Thermodynamic calculations of seawater–mantle rock equilibrium (i.e., with serpentinite) at 1.7 °C and 65 MPa reveal that brucite concentrations decrease with increasing seawater reaction (i.e., increasing the fluid-to-rock mass ratio, F/R; Supplementary Fig. 5). Therefore, the lack of brucite in the serpentinized peridotite from the IOT suggests that brucite was consumed during seawater–serpentinite reactions29,48. Moreover, the modeling revealed that the observed aragonite-bearing mineral assemblage (talc + serpentine + hematite + aragonite) is stable at a high F/R (= 102.5–103.5; Supplementary Fig. 5). The high F/R ratio for aragonite precipitation is consistent with seawater-like REY patterns and C–O–Sr isotope data, as this ratio implies only a small change in the composition of seawater by reactions with mantle rock. These calculations suggest that aragonite formation occurs as a consequence of seawater–serpentinite reaction under the conditions of the hadal ocean and in the presence of a high paleoseawater flux.
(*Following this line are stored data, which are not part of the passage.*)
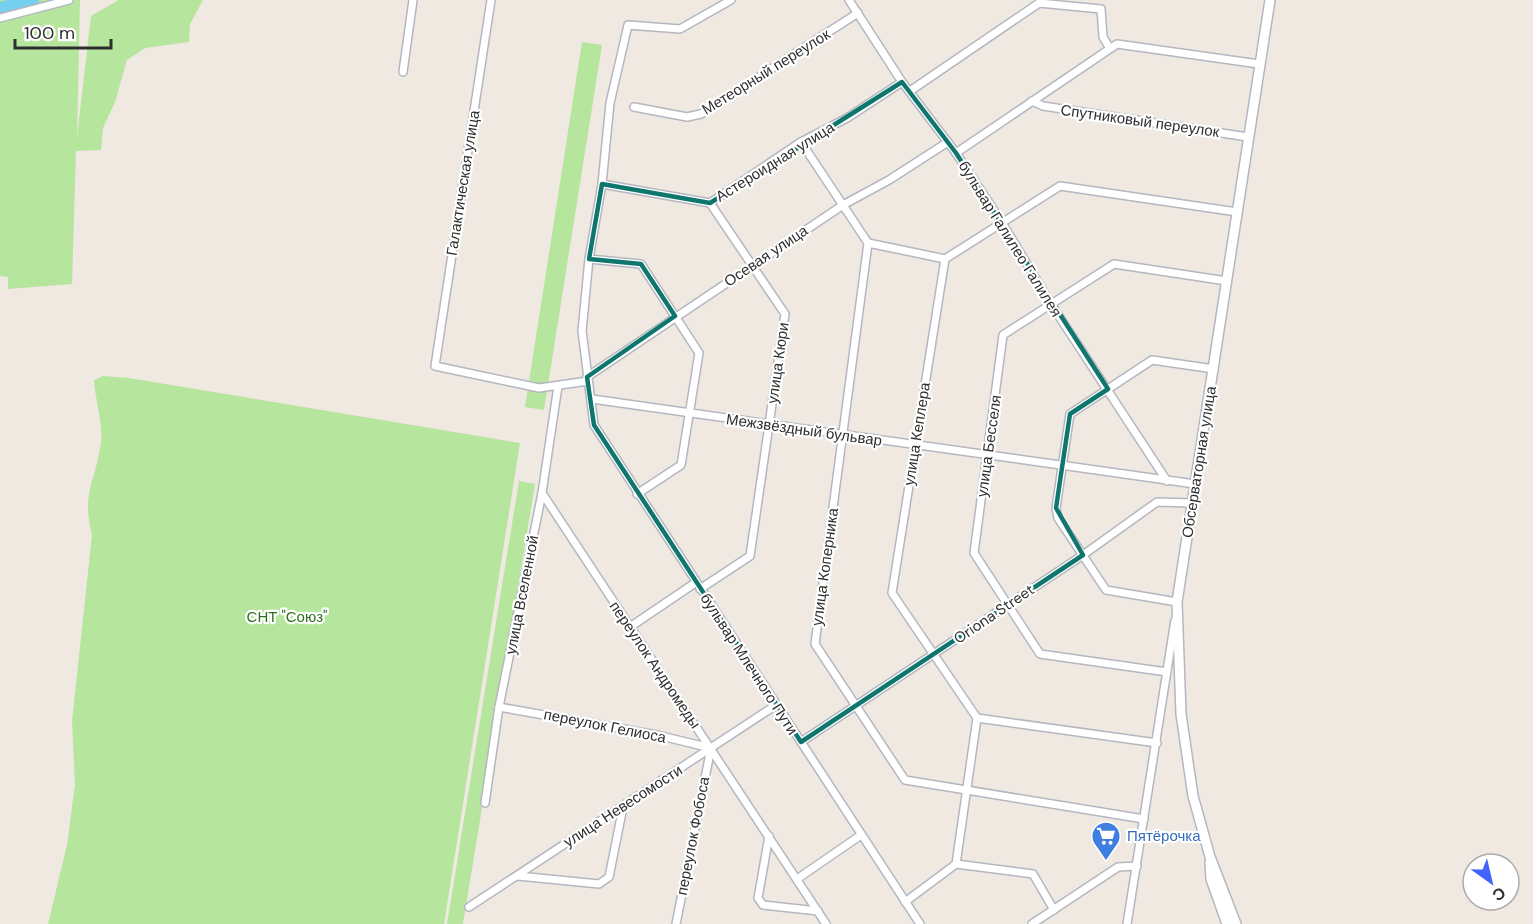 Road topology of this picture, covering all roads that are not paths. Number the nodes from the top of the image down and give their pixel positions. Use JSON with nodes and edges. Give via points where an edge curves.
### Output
{"nodes":[{"id":1,"x":69,"y":0,"type":"edge"},
{"id":2,"x":413,"y":0,"type":"edge"},
{"id":3,"x":491,"y":0,"type":"edge"},
{"id":4,"x":731,"y":0,"type":"edge"},
{"id":5,"x":849,"y":0,"type":"edge"},
{"id":6,"x":1270,"y":0,"type":"edge"},
{"id":7,"x":858,"y":13,"type":"junction"},
{"id":8,"x":0,"y":18,"type":"edge"},
{"id":9,"x":1109,"y":47,"type":"junction"},
{"id":10,"x":1258,"y":64,"type":"junction"},
{"id":11,"x":403,"y":72,"type":"dead end"},
{"id":12,"x":902,"y":82,"type":"junction"},
{"id":13,"x":910,"y":91,"type":"junction"},
{"id":14,"x":1032,"y":101,"type":"junction"},
{"id":15,"x":634,"y":107,"type":"dead end"},
{"id":16,"x":1248,"y":137,"type":"junction"},
{"id":17,"x":801,"y":142,"type":"junction"},
{"id":18,"x":948,"y":142,"type":"junction"},
{"id":19,"x":956,"y":153,"type":"junction"},
{"id":20,"x":602,"y":184,"type":"junction"},
{"id":21,"x":710,"y":202,"type":"junction"},
{"id":22,"x":843,"y":205,"type":"junction"},
{"id":23,"x":1237,"y":212,"type":"junction"},
{"id":24,"x":1001,"y":221,"type":"junction"},
{"id":25,"x":868,"y":243,"type":"junction"},
{"id":26,"x":589,"y":259,"type":"junction"},
{"id":27,"x":945,"y":259,"type":"junction"},
{"id":28,"x":752,"y":265,"type":"junction"},
{"id":29,"x":1227,"y":281,"type":"junction"},
{"id":30,"x":1051,"y":304,"type":"junction"},
{"id":31,"x":675,"y":316,"type":"junction"},
{"id":32,"x":1214,"y":369,"type":"junction"},
{"id":33,"x":588,"y":379,"type":"junction"},
{"id":34,"x":558,"y":386,"type":"junction"},
{"id":35,"x":1108,"y":389,"type":"junction"},
{"id":36,"x":592,"y":399,"type":"junction"},
{"id":37,"x":690,"y":415,"type":"junction"},
{"id":38,"x":769,"y":426,"type":"junction"},
{"id":39,"x":843,"y":436,"type":"junction"},
{"id":40,"x":915,"y":446,"type":"junction"},
{"id":41,"x":987,"y":456,"type":"junction"},
{"id":42,"x":1062,"y":466,"type":"junction"},
{"id":43,"x":1167,"y":481,"type":"junction"},
{"id":44,"x":1195,"y":484,"type":"junction"},
{"id":45,"x":542,"y":493,"type":"junction"},
{"id":46,"x":637,"y":494,"type":"junction"},
{"id":47,"x":1192,"y":503,"type":"junction"},
{"id":48,"x":1083,"y":555,"type":"junction"},
{"id":49,"x":698,"y":586,"type":"junction"},
{"id":50,"x":1177,"y":602,"type":"junction"},
{"id":51,"x":1008,"y":605,"type":"junction"},
{"id":52,"x":630,"y":627,"type":"junction"},
{"id":53,"x":934,"y":654,"type":"junction"},
{"id":54,"x":1167,"y":672,"type":"junction"},
{"id":55,"x":776,"y":705,"type":"junction"},
{"id":56,"x":856,"y":706,"type":"junction"},
{"id":57,"x":499,"y":707,"type":"junction"},
{"id":58,"x":977,"y":718,"type":"junction"},
{"id":59,"x":801,"y":742,"type":"junction"},
{"id":60,"x":1157,"y":743,"type":"junction"},
{"id":61,"x":711,"y":748,"type":"junction"},
{"id":62,"x":967,"y":790,"type":"junction"},
{"id":63,"x":484,"y":803,"type":"dead end"},
{"id":64,"x":623,"y":807,"type":"junction"},
{"id":65,"x":1144,"y":819,"type":"junction"},
{"id":66,"x":769,"y":836,"type":"junction"},
{"id":67,"x":861,"y":836,"type":"junction"},
{"id":68,"x":956,"y":864,"type":"junction"},
{"id":69,"x":1137,"y":866,"type":"junction"},
{"id":70,"x":518,"y":876,"type":"junction"},
{"id":71,"x":797,"y":879,"type":"junction"},
{"id":72,"x":905,"y":902,"type":"junction"},
{"id":73,"x":469,"y":907,"type":"dead end"},
{"id":74,"x":1054,"y":910,"type":"junction"},
{"id":75,"x":818,"y":911,"type":"junction"},
{"id":76,"x":1229,"y":923,"type":"edge"},
{"id":77,"x":676,"y":924,"type":"edge"},
{"id":78,"x":826,"y":924,"type":"edge"},
{"id":79,"x":920,"y":924,"type":"edge"},
{"id":80,"x":1032,"y":924,"type":"edge"},
{"id":81,"x":1127,"y":924,"type":"edge"}],
"edges":[{"from":1,"to":8,"type":"street"},
{"from":2,"to":11,"type":"street"},
{"from":3,"to":34,"type":"street","name":"Галактическая улица","via":[[435,366],[539,388]]},
{"from":4,"to":20,"type":"street","via":[[680,29],[628,25],[610,103]]},
{"from":5,"to":7,"type":"street","name":"бульвар Галилео Галилея"},
{"from":6,"to":10,"type":"main road","name":"Обсерваторная улица"},
{"from":7,"to":12,"type":"street","name":"бульвар Галилео Галилея"},
{"from":7,"to":15,"type":"street","name":"Метеорный переулок","via":[[701,114],[687,117]]},
{"from":9,"to":10,"type":"street","via":[[1117,44]]},
{"from":9,"to":13,"type":"street","via":[[1103,37],[1101,9],[1039,3]]},
{"from":9,"to":14,"type":"street"},
{"from":10,"to":16,"type":"main road","name":"Обсерваторная улица"},
{"from":12,"to":13,"type":"street","name":"бульвар Галилео Галилея"},
{"from":12,"to":17,"type":"street","name":"Астероидная улица"},
{"from":13,"to":18,"type":"street","name":"бульвар Галилео Галилея"},
{"from":14,"to":16,"type":"street","name":"Спутниковый переулок","via":[[1043,106]]},
{"from":14,"to":19,"type":"street"},
{"from":16,"to":23,"type":"main road","name":"Обсерваторная улица"},
{"from":17,"to":21,"type":"street","name":"Астероидная улица"},
{"from":17,"to":22,"type":"street"},
{"from":18,"to":19,"type":"street","name":"бульвар Галилео Галилея"},
{"from":18,"to":22,"type":"street","name":"Осевая улица"},
{"from":19,"to":24,"type":"street","name":"бульвар Галилео Галилея"},
{"from":20,"to":21,"type":"street","name":"Астероидная улица"},
{"from":20,"to":26,"type":"street"},
{"from":21,"to":28,"type":"street","name":"улица Кюри"},
{"from":22,"to":25,"type":"street"},
{"from":22,"to":28,"type":"street","name":"Осевая улица"},
{"from":23,"to":24,"type":"street","via":[[1060,186]]},
{"from":23,"to":29,"type":"main road","name":"Обсерваторная улица"},
{"from":24,"to":27,"type":"street"},
{"from":24,"to":30,"type":"street","name":"бульвар Галилео Галилея"},
{"from":25,"to":27,"type":"street"},
{"from":25,"to":39,"type":"street","name":"улица Коперника"},
{"from":26,"to":31,"type":"street","via":[[641,264]]},
{"from":26,"to":33,"type":"street","via":[[582,331]]},
{"from":27,"to":40,"type":"street","name":"улица Кеплера"},
{"from":28,"to":31,"type":"street","name":"Осевая улица"},
{"from":28,"to":38,"type":"street","name":"улица Кюри","via":[[785,314]]},
{"from":29,"to":30,"type":"street","name":"улица Бесселя","via":[[1114,264]]},
{"from":29,"to":32,"type":"main road","name":"Обсерваторная улица"},
{"from":30,"to":35,"type":"street","name":"бульвар Галилео Галилея"},
{"from":30,"to":41,"type":"street","name":"улица Бесселя","via":[[1004,335]]},
{"from":31,"to":33,"type":"street","name":"Осевая улица"},
{"from":31,"to":37,"type":"street","via":[[699,353]]},
{"from":32,"to":35,"type":"street","via":[[1152,360]]},
{"from":32,"to":44,"type":"main road","name":"Обсерваторная улица"},
{"from":33,"to":34,"type":"street"},
{"from":33,"to":36,"type":"street"},
{"from":34,"to":45,"type":"street","name":"улица Вселенной"},
{"from":35,"to":42,"type":"street","via":[[1070,414]]},
{"from":35,"to":43,"type":"street","name":"бульвар Галилео Галилея"},
{"from":36,"to":37,"type":"street","name":"Межзвёздный бульвар"},
{"from":36,"to":46,"type":"street","name":"бульвар Млечного Пути","via":[[594,424]]},
{"from":37,"to":38,"type":"street","name":"Межзвёздный бульвар"},
{"from":37,"to":46,"type":"street","via":[[681,465]]},
{"from":38,"to":39,"type":"street","name":"Межзвёздный бульвар"},
{"from":38,"to":49,"type":"street","name":"улица Кюри","via":[[750,556]]},
{"from":39,"to":40,"type":"street","name":"Межзвёздный бульвар"},
{"from":39,"to":56,"type":"street","name":"улица Коперника","via":[[814,644]]},
{"from":40,"to":41,"type":"street","name":"Межзвёздный бульвар"},
{"from":40,"to":53,"type":"street","name":"улица Кеплера","via":[[892,592]]},
{"from":41,"to":42,"type":"street","name":"Межзвёздный бульвар"},
{"from":41,"to":51,"type":"street","name":"улица Бесселя","via":[[974,553]]},
{"from":42,"to":43,"type":"street","name":"Межзвёздный бульвар"},
{"from":42,"to":48,"type":"street","via":[[1058,518]]},
{"from":43,"to":44,"type":"street","name":"Межзвёздный бульвар"},
{"from":44,"to":47,"type":"main road","name":"Обсерваторная улица"},
{"from":45,"to":52,"type":"street","name":"переулок Андромеды"},
{"from":45,"to":57,"type":"street","name":"улица Вселенной"},
{"from":46,"to":49,"type":"street","name":"бульвар Млечного Пути"},
{"from":47,"to":48,"type":"street","name":"Oriona Street","via":[[1157,502]]},
{"from":47,"to":50,"type":"main road","name":"Обсерваторная улица"},
{"from":48,"to":50,"type":"street","via":[[1111,593]]},
{"from":48,"to":51,"type":"street","name":"Oriona Street"},
{"from":49,"to":52,"type":"street","name":"улица Кюри"},
{"from":49,"to":55,"type":"street","name":"бульвар Млечного Пути"},
{"from":50,"to":54,"type":"street","name":"Обсерваторная улица"},
{"from":50,"to":76,"type":"main road","via":[[1181,714],[1193,796]]},
{"from":51,"to":53,"type":"street","name":"Oriona Street"},
{"from":51,"to":54,"type":"street","name":"улица Бесселя","via":[[1040,654]]},
{"from":52,"to":61,"type":"street","name":"переулок Андромеды"},
{"from":53,"to":56,"type":"street","name":"Oriona Street"},
{"from":53,"to":58,"type":"street","name":"улица Кеплера"},
{"from":54,"to":60,"type":"street","name":"Обсерваторная улица"},
{"from":55,"to":59,"type":"street","name":"бульвар Млечного Пути"},
{"from":55,"to":61,"type":"street","name":"улица Невесомости"},
{"from":56,"to":59,"type":"street","name":"Oriona Street"},
{"from":56,"to":62,"type":"street","name":"улица Коперника","via":[[905,780]]},
{"from":57,"to":61,"type":"street","name":"переулок Гелиоса"},
{"from":57,"to":63,"type":"street","name":"улица Вселенной"},
{"from":58,"to":60,"type":"street"},
{"from":58,"to":62,"type":"street"},
{"from":59,"to":67,"type":"street","name":"бульвар Млечного Пути"},
{"from":60,"to":65,"type":"street","name":"Обсерваторная улица"},
{"from":61,"to":64,"type":"street","name":"улица Невесомости"},
{"from":61,"to":66,"type":"street","name":"переулок Андромеды"},
{"from":61,"to":77,"type":"street","name":"переулок Фобоса"},
{"from":62,"to":65,"type":"street","name":"улица Коперника"},
{"from":62,"to":68,"type":"street"},
{"from":64,"to":70,"type":"street","name":"улица Невесомости"},
{"from":64,"to":70,"type":"street","via":[[609,877],[599,884]]},
{"from":65,"to":69,"type":"street","name":"Обсерваторная улица"},
{"from":66,"to":71,"type":"street","name":"переулок Андромеды"},
{"from":66,"to":75,"type":"street","via":[[758,898],[763,905]]},
{"from":67,"to":71,"type":"street"},
{"from":67,"to":72,"type":"street","name":"бульвар Млечного Пути"},
{"from":68,"to":72,"type":"street"},
{"from":68,"to":74,"type":"street","via":[[1033,874]]},
{"from":69,"to":74,"type":"street","via":[[1118,867]]},
{"from":69,"to":81,"type":"street","name":"Обсерваторная улица"},
{"from":70,"to":73,"type":"street","name":"улица Невесомости"},
{"from":71,"to":75,"type":"street","name":"переулок Андромеды"},
{"from":72,"to":79,"type":"street","name":"бульвар Млечного Пути"},
{"from":74,"to":80,"type":"street"},
{"from":75,"to":78,"type":"street","name":"переулок Андромеды"}]}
The occurrence of rock fragments supported within aragonite veins indicates that the flow of fluid (paleoseawater) balanced the ambient seawater pressure. The Ergun equation49, which has been used to estimate fluid velocity50,51,52,53,54, was also applied to the supported clasts in the aragonite veins (Fig. 2b). Image analysis constrained the extent of serpentinization and degree of porosity in the serpentinite clasts to 80%–100% and 0%–50%, respectively (Fig. 2c). Using these values, we obtained a fluid flow velocity of 10−2–10−1 m s−1 for 3–5-mm-diameter clasts to be suspended in the fluid (Supplementary Fig. 6). The discharge velocity is consistent with those measured in hydrothermal vents (0.02–1.99 m s−1)55. Moreover, we estimated the duration of the fluid (paleoseawater) discharge involved in the precipitation of aragonite using the estimated fluid velocity. Given a fracture length scale of 100 m, we obtained a timescale for fluid flow of 10–10,000 days. The estimated timescale for fluid flow and carbonate precipitation is largely consistent with the observation that a carbonate–brucite chimney can be produced in a year56 at a serpentinized fluid seep. These results suggest that rapid venting of paleoseawater from forearc serpentinite can be surprisingly short-lived and pulse-like.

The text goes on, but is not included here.